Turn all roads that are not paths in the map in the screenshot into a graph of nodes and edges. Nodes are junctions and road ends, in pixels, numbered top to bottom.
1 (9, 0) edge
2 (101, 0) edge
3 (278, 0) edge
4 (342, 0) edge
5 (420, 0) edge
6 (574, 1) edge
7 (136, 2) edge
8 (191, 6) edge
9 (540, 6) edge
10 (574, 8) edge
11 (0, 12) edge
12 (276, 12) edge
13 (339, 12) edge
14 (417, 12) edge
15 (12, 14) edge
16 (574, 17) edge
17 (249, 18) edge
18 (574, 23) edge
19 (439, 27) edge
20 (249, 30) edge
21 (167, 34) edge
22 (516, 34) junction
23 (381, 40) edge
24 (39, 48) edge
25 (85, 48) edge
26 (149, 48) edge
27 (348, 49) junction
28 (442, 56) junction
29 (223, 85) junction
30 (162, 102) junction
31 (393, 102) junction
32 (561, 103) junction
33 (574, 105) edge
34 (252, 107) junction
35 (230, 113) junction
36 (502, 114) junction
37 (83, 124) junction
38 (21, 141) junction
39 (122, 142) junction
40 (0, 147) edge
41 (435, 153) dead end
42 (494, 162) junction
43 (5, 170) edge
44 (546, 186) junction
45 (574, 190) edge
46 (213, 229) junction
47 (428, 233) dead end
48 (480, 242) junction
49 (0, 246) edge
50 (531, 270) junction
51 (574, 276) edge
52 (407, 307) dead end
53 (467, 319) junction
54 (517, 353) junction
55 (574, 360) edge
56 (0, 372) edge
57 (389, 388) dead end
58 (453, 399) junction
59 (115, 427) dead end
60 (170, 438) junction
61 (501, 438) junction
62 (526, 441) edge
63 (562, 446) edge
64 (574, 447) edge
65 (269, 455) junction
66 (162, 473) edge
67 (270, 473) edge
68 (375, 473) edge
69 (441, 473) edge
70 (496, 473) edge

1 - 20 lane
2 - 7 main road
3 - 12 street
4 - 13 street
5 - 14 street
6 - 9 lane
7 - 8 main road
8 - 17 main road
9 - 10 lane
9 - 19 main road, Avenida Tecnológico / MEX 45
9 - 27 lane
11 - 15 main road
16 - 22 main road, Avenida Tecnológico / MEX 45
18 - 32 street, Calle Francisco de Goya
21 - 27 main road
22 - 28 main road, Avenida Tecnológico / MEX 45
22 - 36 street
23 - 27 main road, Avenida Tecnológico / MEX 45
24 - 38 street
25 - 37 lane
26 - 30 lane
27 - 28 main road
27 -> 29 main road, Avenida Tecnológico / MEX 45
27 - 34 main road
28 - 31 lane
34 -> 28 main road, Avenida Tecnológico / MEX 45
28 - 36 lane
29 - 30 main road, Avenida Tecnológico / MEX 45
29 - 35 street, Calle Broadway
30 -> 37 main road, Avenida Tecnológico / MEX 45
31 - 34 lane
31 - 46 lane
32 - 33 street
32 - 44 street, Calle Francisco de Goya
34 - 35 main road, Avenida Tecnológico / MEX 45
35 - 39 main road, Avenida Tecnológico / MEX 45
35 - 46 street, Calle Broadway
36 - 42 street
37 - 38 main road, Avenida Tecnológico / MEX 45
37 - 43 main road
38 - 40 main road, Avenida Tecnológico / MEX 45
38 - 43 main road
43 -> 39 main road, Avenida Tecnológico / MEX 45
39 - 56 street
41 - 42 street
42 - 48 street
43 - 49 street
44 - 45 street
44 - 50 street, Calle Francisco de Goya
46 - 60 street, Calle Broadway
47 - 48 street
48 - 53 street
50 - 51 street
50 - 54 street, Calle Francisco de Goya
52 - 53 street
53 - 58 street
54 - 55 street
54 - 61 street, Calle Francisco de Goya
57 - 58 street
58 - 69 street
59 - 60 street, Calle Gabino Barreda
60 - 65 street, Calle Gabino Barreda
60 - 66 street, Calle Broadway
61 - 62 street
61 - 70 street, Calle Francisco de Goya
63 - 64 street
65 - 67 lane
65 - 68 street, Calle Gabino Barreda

PROBLEM TO SOLVE: What lines in the entries contain "Barreda"? Report each one by copying it.

RESULT OF THE EXERCISE:
59 - 60 street, Calle Gabino Barreda
60 - 65 street, Calle Gabino Barreda
65 - 68 street, Calle Gabino Barreda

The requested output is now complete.